Dataset entries:

====

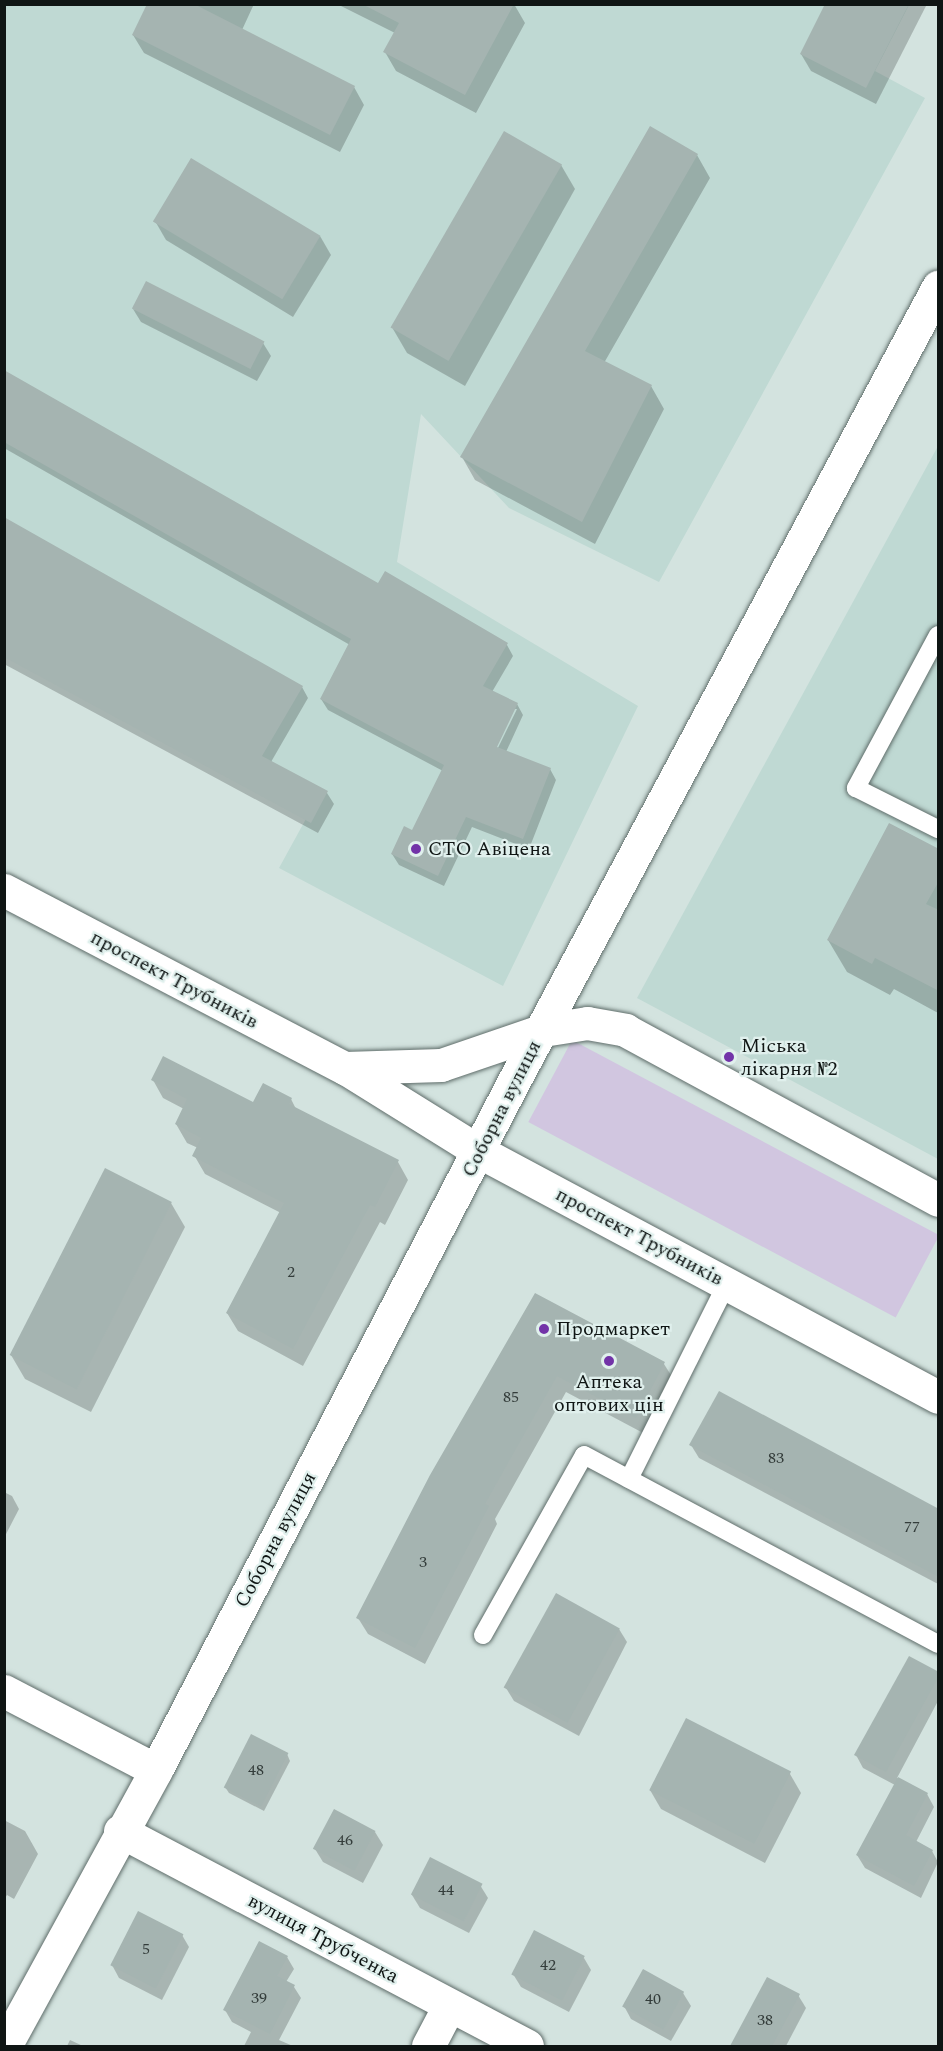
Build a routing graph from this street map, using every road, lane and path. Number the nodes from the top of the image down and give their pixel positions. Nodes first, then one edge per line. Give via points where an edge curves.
1 (939, 287) edge
2 (939, 635) edge
3 (939, 830) edge
4 (4, 890) edge
5 (543, 1030) junction
6 (345, 1068) junction
7 (480, 1152) junction
8 (939, 1200) edge
9 (727, 1283) junction
10 (939, 1397) edge
11 (629, 1479) junction
12 (483, 1635) dead end
13 (939, 1644) edge
14 (4, 1691) edge
15 (156, 1770) junction
16 (120, 1831) junction
17 (449, 2006) junction
18 (4, 2046) edge
19 (428, 2046) edge
20 (527, 2046) edge

1 - 5 street, Соборна вулиця
2 - 3 lane via 856,788
4 - 6 street, проспект Трубників
5 - 6 street, проспект Трубників via 441,1065
5 - 7 street, Соборна вулиця
5 - 8 street, проспект Трубників via 587,1023 625,1030
6 - 7 street, проспект Трубників
7 - 9 street, проспект Трубників
7 - 15 street, Соборна вулиця
9 - 10 street, проспект Трубників
9 - 11 lane
11 - 12 lane via 584,1455
11 - 13 lane
14 - 15 street
15 - 16 street, Соборна вулиця
16 - 17 street, вулиця Трубченка
16 - 18 street, Соборна вулиця
17 - 19 street
17 - 20 street, вулиця Трубченка

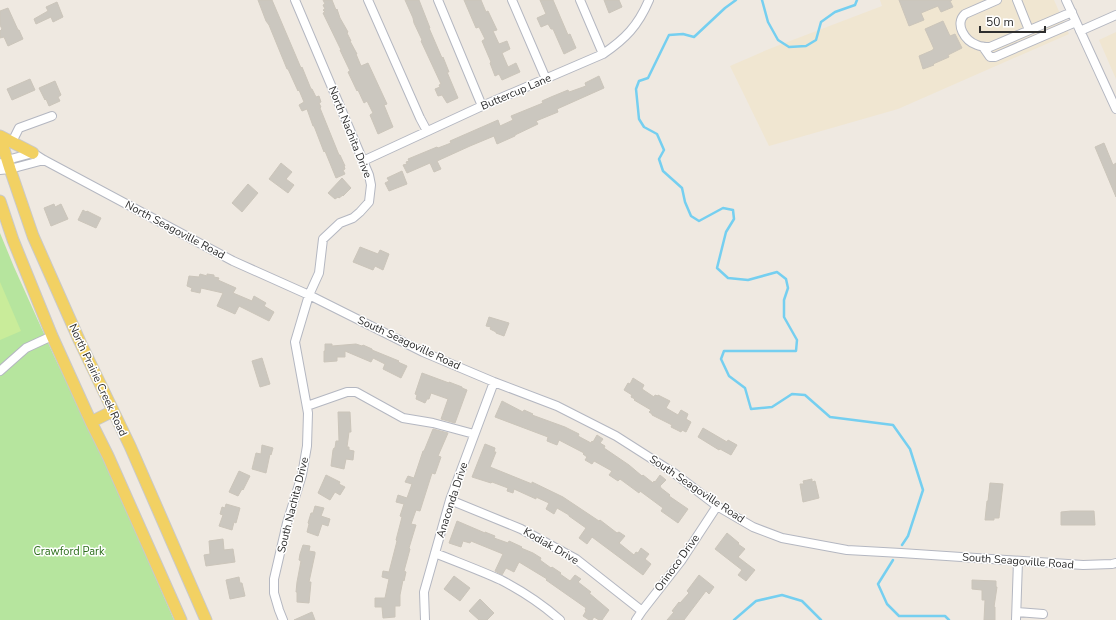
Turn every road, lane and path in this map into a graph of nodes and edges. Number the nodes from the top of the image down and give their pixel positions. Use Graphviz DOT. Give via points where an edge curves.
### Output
graph roads {
  1 [pos="295,0"];
  2 [pos="368,0"];
  3 [pos="438,0"];
  4 [pos="512,0"];
  5 [pos="580,0"];
  6 [pos="648,0"];
  7 [pos="997,0"];
  8 [pos="1017,0"];
  9 [pos="1066,0"];
  10 [pos="1072,12"];
  11 [pos="1116,15"];
  12 [pos="1076,22"];
  13 [pos="1029,30"];
  14 [pos="1080,31"];
  15 [pos="983,47"];
  16 [pos="603,54"];
  17 [pos="546,79"];
  18 [pos="482,106"];
  19 [pos="1116,109"];
  20 [pos="52,116"];
  21 [pos="427,132"];
  22 [pos="0,136"];
  23 [pos="12,142"];
  24 [pos="33,154"];
  25 [pos="44,160"];
  26 [pos="363,161"];
  27 [pos="4,166"];
  28 [pos="0,201"];
  29 [pos="309,295"];
  30 [pos="52,336"];
  31 [pos="0,371"];
  32 [pos="494,382"];
  33 [pos="307,406"];
  34 [pos="113,411"];
  35 [pos="91,422"];
  36 [pos="474,434"];
  37 [pos="450,500"];
  38 [pos="717,506"];
  39 [pos="435,553"];
  40 [pos="1018,561"];
  41 [pos="1116,563"];
  42 [pos="642,611"];
  43 [pos="1043,614"];
  44 [pos="1017,616"];
  45 [pos="555,619"];
  46 [pos="181,620"];
  47 [pos="206,620"];
  48 [pos="283,620"];
  49 [pos="425,620"];
  50 [pos="636,620"];
  1 -- 26 [label="street, North Nachita Drive"];
  2 -- 21 [label="street"];
  3 -- 18 [label="street"];
  4 -- 17 [label="street"];
  5 -- 16 [label="street"];
  6 -- 16 [label="street, Buttercup Lane" via="633,29 620,43"];
  7 -- 15 [label="street" via="961,18 961,29 966,38 974,45"];
  8 -- 13 [label="street"];
  9 -- 10 [label="street"];
  10 -- 12 [label="street"];
  10 -- 13 [label="street"];
  11 -- 14 [label="street"];
  12 -- 14 [label="street"];
  12 -- 15 [label="street" via="995,57 990,57"];
  13 -- 15 [label="street" via="990,47"];
  14 -- 19 [label="street"];
  16 -- 17 [label="street, Buttercup Lane"];
  17 -- 18 [label="street, Buttercup Lane"];
  18 -- 21 [label="street, Buttercup Lane"];
  20 -- 23 [label="street" via="19,128"];
  21 -- 26 [label="street, Buttercup Lane"];
  22 -- 23 [label="main road"];
  22 -- 27 [label="main road, North Prairie Creek Road"];
  23 -- 24 [label="main road"];
  24 -- 25 [label="street, North Seagoville Road"];
  24 -- 27 [label="street"];
  25 -- 27 [label="street"];
  25 -- 29 [label="street, North Seagoville Road" via="233,261"];
  26 -- 29 [label="street, North Nachita Drive" via="371,185 369,202 353,218 340,223 324,239 319,273"];
  27 -- 34 [label="main road, North Prairie Creek Road" via="80,342"];
  28 -- 30 [label="main road"];
  29 -- 32 [label="street, South Seagoville Road" via="423,352"];
  29 -- 33 [label="street, South Nachita Drive" via="296,342"];
  30 -- 31 [label="street" via="26,348"];
  30 -- 35 [label="main road"];
  32 -- 36 [label="street, Anaconda Drive"];
  32 -- 38 [label="street, South Seagoville Road" via="557,406 616,436 674,472"];
  33 -- 36 [label="street" via="347,392 356,392 403,418"];
  33 -- 48 [label="street, South Nachita Drive" via="307,446 302,475 287,523 274,579 274,593"];
  34 -- 35 [label="main road"];
  34 -- 47 [label="main road, North Prairie Creek Road"];
  35 -- 46 [label="main road"];
  36 -- 37 [label="street, Anaconda Drive"];
  37 -- 39 [label="street, Anaconda Drive"];
  37 -- 42 [label="street, Kodiak Drive" via="522,529 576,559"];
  38 -- 40 [label="street, South Seagoville Road" via="752,527 796,541 847,550"];
  38 -- 42 [label="street, Orinoco Drive" via="681,561"];
  39 -- 45 [label="street" via="507,583 536,601"];
  39 -- 49 [label="street, Anaconda Drive" via="424,592"];
  40 -- 41 [label="street, South Seagoville Road" via="1083,565"];
  40 -- 44 [label="street"];
  42 -- 50 [label="street, Orinoco Drive"];
  43 -- 44 [label="street"];
}
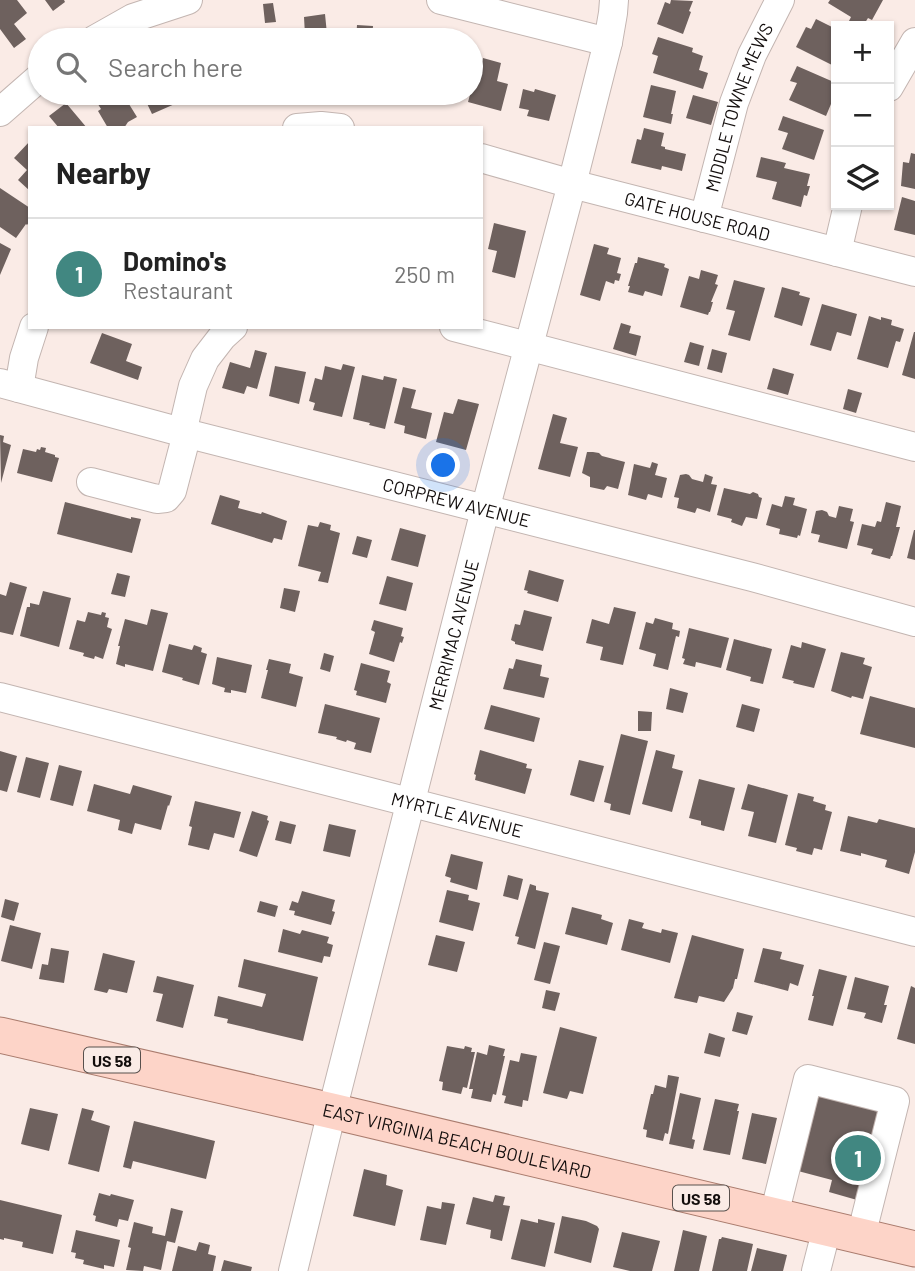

====

__WORK REQUEST__: Return each line above word for word. Skip the pictures.

__ANSWER AREA__:
Build a routing graph from this street map, using every road, lane and path. Number the nodes from the top of the image down and give their pixel positions. Nodes first, then one edge per line. Give via points where an edge curves.
1 (939, 287) edge
2 (939, 635) edge
3 (939, 830) edge
4 (4, 890) edge
5 (543, 1030) junction
6 (345, 1068) junction
7 (480, 1152) junction
8 (939, 1200) edge
9 (727, 1283) junction
10 (939, 1397) edge
11 (629, 1479) junction
12 (483, 1635) dead end
13 (939, 1644) edge
14 (4, 1691) edge
15 (156, 1770) junction
16 (120, 1831) junction
17 (449, 2006) junction
18 (4, 2046) edge
19 (428, 2046) edge
20 (527, 2046) edge

1 - 5 street, Соборна вулиця
2 - 3 lane via 856,788
4 - 6 street, проспект Трубників
5 - 6 street, проспект Трубників via 441,1065
5 - 7 street, Соборна вулиця
5 - 8 street, проспект Трубників via 587,1023 625,1030
6 - 7 street, проспект Трубників
7 - 9 street, проспект Трубників
7 - 15 street, Соборна вулиця
9 - 10 street, проспект Трубників
9 - 11 lane
11 - 12 lane via 584,1455
11 - 13 lane
14 - 15 street
15 - 16 street, Соборна вулиця
16 - 17 street, вулиця Трубченка
16 - 18 street, Соборна вулиця
17 - 19 street
17 - 20 street, вулиця Трубченка

Turn every road, lane and path in this map into a graph of nodes and edges. Number the nodes from the top of the image down and give their pixel positions. Use Graphviz DOT. Give via points where an edge curves.
### Output
graph roads {
  1 [pos="295,0"];
  2 [pos="368,0"];
  3 [pos="438,0"];
  4 [pos="512,0"];
  5 [pos="580,0"];
  6 [pos="648,0"];
  7 [pos="997,0"];
  8 [pos="1017,0"];
  9 [pos="1066,0"];
  10 [pos="1072,12"];
  11 [pos="1116,15"];
  12 [pos="1076,22"];
  13 [pos="1029,30"];
  14 [pos="1080,31"];
  15 [pos="983,47"];
  16 [pos="603,54"];
  17 [pos="546,79"];
  18 [pos="482,106"];
  19 [pos="1116,109"];
  20 [pos="52,116"];
  21 [pos="427,132"];
  22 [pos="0,136"];
  23 [pos="12,142"];
  24 [pos="33,154"];
  25 [pos="44,160"];
  26 [pos="363,161"];
  27 [pos="4,166"];
  28 [pos="0,201"];
  29 [pos="309,295"];
  30 [pos="52,336"];
  31 [pos="0,371"];
  32 [pos="494,382"];
  33 [pos="307,406"];
  34 [pos="113,411"];
  35 [pos="91,422"];
  36 [pos="474,434"];
  37 [pos="450,500"];
  38 [pos="717,506"];
  39 [pos="435,553"];
  40 [pos="1018,561"];
  41 [pos="1116,563"];
  42 [pos="642,611"];
  43 [pos="1043,614"];
  44 [pos="1017,616"];
  45 [pos="555,619"];
  46 [pos="181,620"];
  47 [pos="206,620"];
  48 [pos="283,620"];
  49 [pos="425,620"];
  50 [pos="636,620"];
  1 -- 26 [label="street, North Nachita Drive"];
  2 -- 21 [label="street"];
  3 -- 18 [label="street"];
  4 -- 17 [label="street"];
  5 -- 16 [label="street"];
  6 -- 16 [label="street, Buttercup Lane" via="633,29 620,43"];
  7 -- 15 [label="street" via="961,18 961,29 966,38 974,45"];
  8 -- 13 [label="street"];
  9 -- 10 [label="street"];
  10 -- 12 [label="street"];
  10 -- 13 [label="street"];
  11 -- 14 [label="street"];
  12 -- 14 [label="street"];
  12 -- 15 [label="street" via="995,57 990,57"];
  13 -- 15 [label="street" via="990,47"];
  14 -- 19 [label="street"];
  16 -- 17 [label="street, Buttercup Lane"];
  17 -- 18 [label="street, Buttercup Lane"];
  18 -- 21 [label="street, Buttercup Lane"];
  20 -- 23 [label="street" via="19,128"];
  21 -- 26 [label="street, Buttercup Lane"];
  22 -- 23 [label="main road"];
  22 -- 27 [label="main road, North Prairie Creek Road"];
  23 -- 24 [label="main road"];
  24 -- 25 [label="street, North Seagoville Road"];
  24 -- 27 [label="street"];
  25 -- 27 [label="street"];
  25 -- 29 [label="street, North Seagoville Road" via="233,261"];
  26 -- 29 [label="street, North Nachita Drive" via="371,185 369,202 353,218 340,223 324,239 319,273"];
  27 -- 34 [label="main road, North Prairie Creek Road" via="80,342"];
  28 -- 30 [label="main road"];
  29 -- 32 [label="street, South Seagoville Road" via="423,352"];
  29 -- 33 [label="street, South Nachita Drive" via="296,342"];
  30 -- 31 [label="street" via="26,348"];
  30 -- 35 [label="main road"];
  32 -- 36 [label="street, Anaconda Drive"];
  32 -- 38 [label="street, South Seagoville Road" via="557,406 616,436 674,472"];
  33 -- 36 [label="street" via="347,392 356,392 403,418"];
  33 -- 48 [label="street, South Nachita Drive" via="307,446 302,475 287,523 274,579 274,593"];
  34 -- 35 [label="main road"];
  34 -- 47 [label="main road, North Prairie Creek Road"];
  35 -- 46 [label="main road"];
  36 -- 37 [label="street, Anaconda Drive"];
  37 -- 39 [label="street, Anaconda Drive"];
  37 -- 42 [label="street, Kodiak Drive" via="522,529 576,559"];
  38 -- 40 [label="street, South Seagoville Road" via="752,527 796,541 847,550"];
  38 -- 42 [label="street, Orinoco Drive" via="681,561"];
  39 -- 45 [label="street" via="507,583 536,601"];
  39 -- 49 [label="street, Anaconda Drive" via="424,592"];
  40 -- 41 [label="street, South Seagoville Road" via="1083,565"];
  40 -- 44 [label="street"];
  42 -- 50 [label="street, Orinoco Drive"];
  43 -- 44 [label="street"];
}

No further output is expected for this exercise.